Difference in the yield range for European corporate bonds, 2014-2019
- Past performance is not a reliable indicator of current or future performance. It is not possible to invest directly in the index.
Source: BlackRock Investment Institute with data from Bloomberg and J.P. Morgana, January 2019. Notes: The lines show the difference in percentage points between the yield spreads of corporate bonds denominated in euro with different ratings. Spreads for each rating level are calculated in relation to equivalent German government bonds. The Euro Credit indices of J.P Morgan A, BBB and BB are corporate bonds.
BBB rated bonds represent the lowest level in the investment grade (IG) class; they are generally more affected than their better counterparts in market sales, but they are also recovering faster when sold. Bonds with the BBB rating recorded a significant outflow at the end of 2018, leading to higher returns. However, in 2019, they did not benefit from the rebellion that experienced other risky assets. The line at the bottom of the chart shows this disconnection. The difference between BBB rated corporate bonds and A (rated higher) was kept around high levels at the end of the year, instead of tightening, as it usually does during the volatility period. BB bonds, the least risky in the high yield or high yield group, overcame BBB and higher quality liabilities, narrowing the gap between their spreads (see line below). located at the top of the chart).
A favorable global context
The outflow of risky assets in December was triggered by fears of slowing global growth.

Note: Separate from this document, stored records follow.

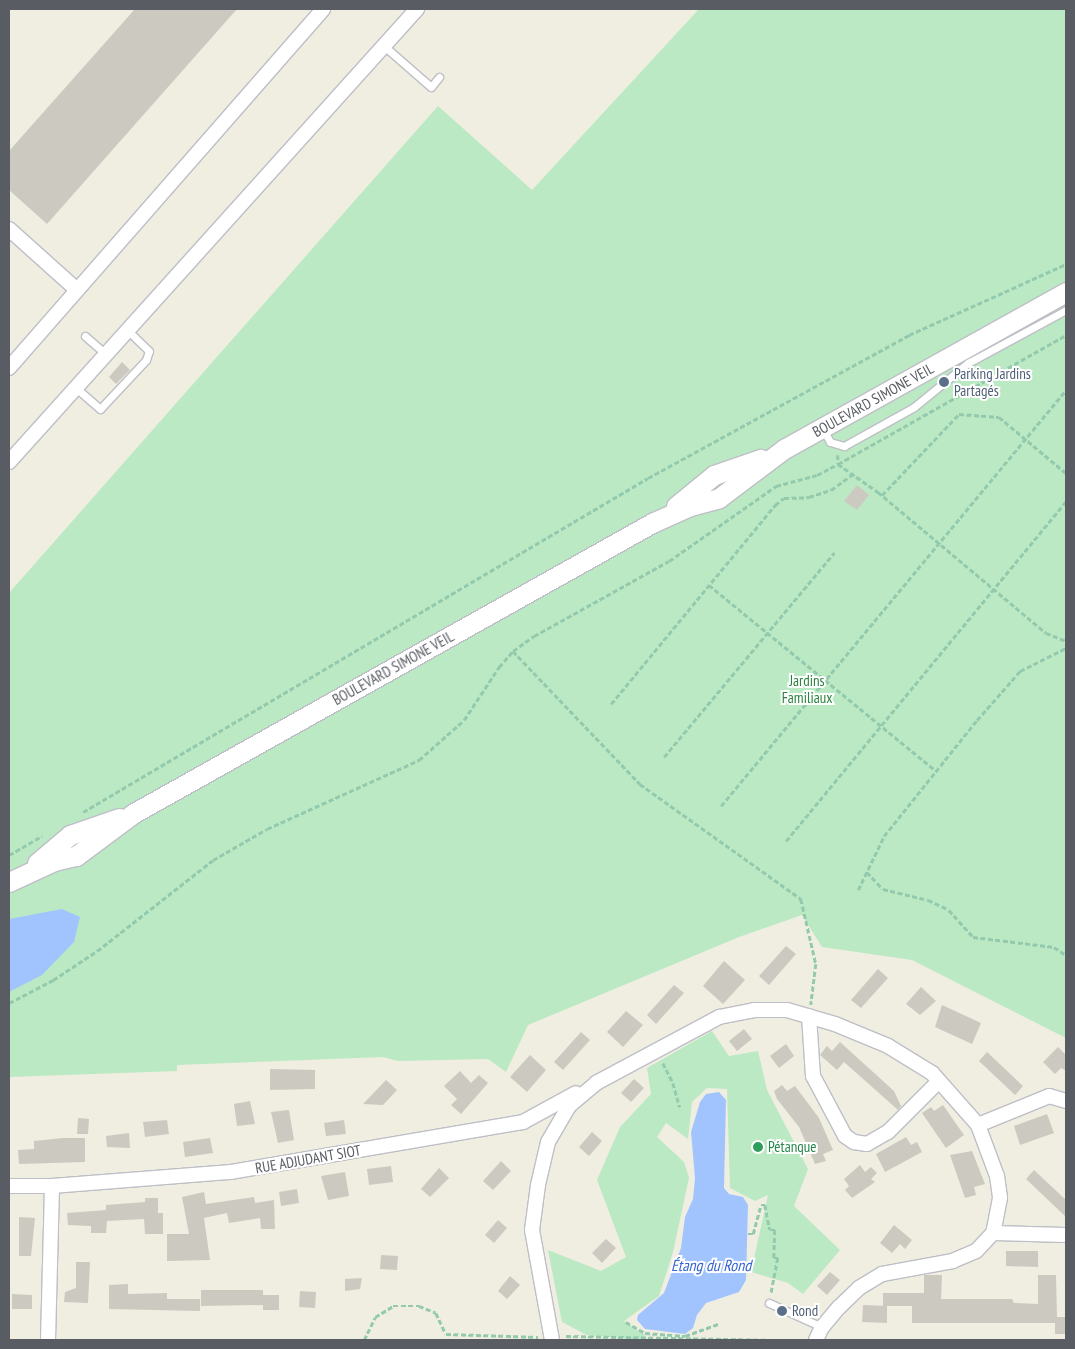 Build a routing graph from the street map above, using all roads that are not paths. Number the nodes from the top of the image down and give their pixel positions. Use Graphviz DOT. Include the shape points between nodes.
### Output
graph roads {
  1 [pos="323,9"];
  2 [pos="417,9"];
  3 [pos="384,46"];
  4 [pos="439,77"];
  5 [pos="9,229"];
  6 [pos="77,290"];
  7 [pos="1066,292"];
  8 [pos="1066,310"];
  9 [pos="127,330"];
  10 [pos="84,336"];
  11 [pos="106,354"];
  12 [pos="9,368"];
  13 [pos="76,388"];
  14 [pos="822,428"];
  15 [pos="9,462"];
  16 [pos="13,880"];
  17 [pos="809,1016"];
  18 [pos="939,1081"];
  19 [pos="596,1083"];
  20 [pos="1066,1101"];
  21 [pos="978,1125"];
  22 [pos="9,1186"];
  23 [pos="52,1186"];
  24 [pos="993,1233"];
  25 [pos="1066,1234"];
  26 [pos="769,1303"];
  27 [pos="819,1334"];
  28 [pos="48,1340"];
  29 [pos="552,1340"];
  1 -- 6 [label="street"];
  2 -- 3 [label="street"];
  3 -- 4 [label="lane" via="431,87"];
  3 -- 9 [label="street"];
  5 -- 6 [label="street"];
  6 -- 12 [label="street"];
  7 -- 14 [label="main road, BOULEVARD SIMONE VEIL"];
  8 -- 14 [label="lane" via="968,363 914,407 844,446 830,442"];
  9 -- 11 [label="street"];
  9 -- 13 [label="lane" via="149,351 146,360 100,409"];
  10 -- 11 [label="lane"];
  11 -- 13 [label="street"];
  13 -- 15 [label="street"];
  14 -- 16 [label="main road, BOULEVARD SIMONE VEIL" via="784,449 714,475 652,523 134,812 70,835"];
  17 -- 18 [label="street" via="888,1046"];
  17 -- 18 [label="street" via="813,1076 845,1136 854,1142 867,1144 888,1132"];
  17 -- 19 [label="street" via="787,1010 754,1010 719,1017"];
  18 -- 21 [label="street"];
  19 -- 23 [label="street, RUE ADJUDANT SIOT" via="523,1122 231,1172"];
  19 -- 29 [label="street" via="569,1106 548,1142 538,1185 532,1230"];
  20 -- 21 [label="street" via="1049,1096"];
  21 -- 24 [label="street" via="997,1176 1000,1198"];
  22 -- 23 [label="street, RUE ADJUDANT SIOT"];
  23 -- 28 [label="street"];
  24 -- 25 [label="street"];
  24 -- 27 [label="street" via="976,1251 953,1261 882,1274 859,1288"];
  26 -- 27 [label="lane"];
}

Concerns about declining purchases of European Central Bank (ECB) assets have increased the negative impact on European credit. This year, in our opinion, the ECB should only buy 2% of European corporate bonds, compared to last year's 15%. It appears that the subsequent restitution of BBB-rated bonds is partly explained by the growth of BBB emissions by euro area financial companies in order to strengthen their balance sheets rather than worrying about the deterioration of ratings.
This high level of emissions can continue, but we believe that the European bond market as a whole, including the BBB class, should now have more favorable conditions for recovery.

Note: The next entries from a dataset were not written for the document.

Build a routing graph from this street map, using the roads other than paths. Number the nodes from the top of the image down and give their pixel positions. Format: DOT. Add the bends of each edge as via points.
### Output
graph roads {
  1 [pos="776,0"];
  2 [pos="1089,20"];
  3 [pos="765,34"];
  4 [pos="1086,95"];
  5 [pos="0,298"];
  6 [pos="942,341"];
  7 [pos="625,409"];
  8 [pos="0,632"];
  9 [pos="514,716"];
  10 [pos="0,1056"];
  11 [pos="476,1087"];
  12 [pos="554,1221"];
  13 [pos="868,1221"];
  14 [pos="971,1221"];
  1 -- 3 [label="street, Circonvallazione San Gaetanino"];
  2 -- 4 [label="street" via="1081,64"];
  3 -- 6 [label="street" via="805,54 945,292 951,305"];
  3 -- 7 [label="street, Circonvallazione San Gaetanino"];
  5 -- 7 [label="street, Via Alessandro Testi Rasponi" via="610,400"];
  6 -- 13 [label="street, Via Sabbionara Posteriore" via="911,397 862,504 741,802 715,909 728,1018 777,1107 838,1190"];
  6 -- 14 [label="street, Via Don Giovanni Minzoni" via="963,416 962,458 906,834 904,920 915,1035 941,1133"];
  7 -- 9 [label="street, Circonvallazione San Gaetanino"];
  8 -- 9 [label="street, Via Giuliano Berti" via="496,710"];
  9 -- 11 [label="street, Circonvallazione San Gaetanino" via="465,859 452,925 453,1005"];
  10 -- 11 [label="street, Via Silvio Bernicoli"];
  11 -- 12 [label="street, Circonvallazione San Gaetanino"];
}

Concerns about the recession in 2019 appear to be exaggerated (see Global Investment Outlook for 2019: 2019 Global Investment Outlook). We see a slowdown in global growth, although it is enough for the big central banks to expect, but they are not enough to end the current boom period. Euro area growth is expected to stabilize at a low level in 2019, thanks to an extremely accommodating ECB policy, further fiscal stimulus, and the disappearance of one-off events such as regulatory breaches. automotive industry. The ECB confirmed its policy last week as we expected. We share his view that the risks to growth are growing. In our opinion, the ECB's growth and inflation forecasts are optimistic, and rising rates in 2019 are unlikely. The US Federal Reserve Bank (Fed) should stay on hold until September. All this creates a positive global context for credit.
Medium-term threats to European unity, the still sluggish growth of the European economy and its reliance on trade lead us to caution about risky assets in Europe.

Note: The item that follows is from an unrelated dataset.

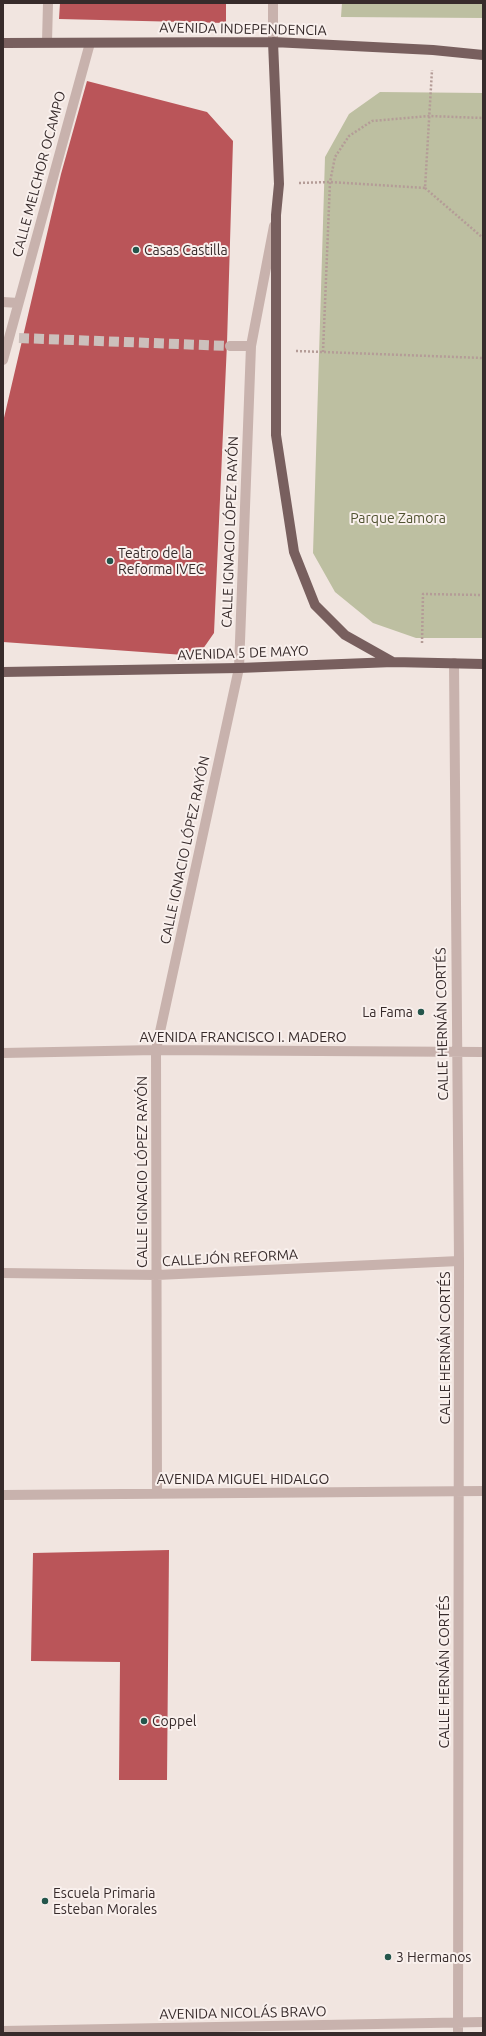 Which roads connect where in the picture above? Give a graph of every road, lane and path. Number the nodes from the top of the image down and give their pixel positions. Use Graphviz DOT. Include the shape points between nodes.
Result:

The medium-term threat to Europe, its still sluggish economic growth and its reliance on trade make us prudent about risky assets in Europe. In general, we preferred American bonds to Europeans because the Fed has already tightened politics. However, we believe that European corporate bonds rated as BBB are an opportunity for both US dollar and foreign currency hedge investors. The main risk that could arise could be the re-emergence of sentiment that does not apply to risk, and related outflows that would be triggered by fears of recession and geopolitical tensions. We need to be more optimistic about the growth prospects of the eurozone or the potential for solving political problems – including Brexit – to be more positive about the European credit as a whole.
In addition, for European bonds, we underestimate European government bonds, as we expect rates to rise gradually from the current extremely low level in the medium term.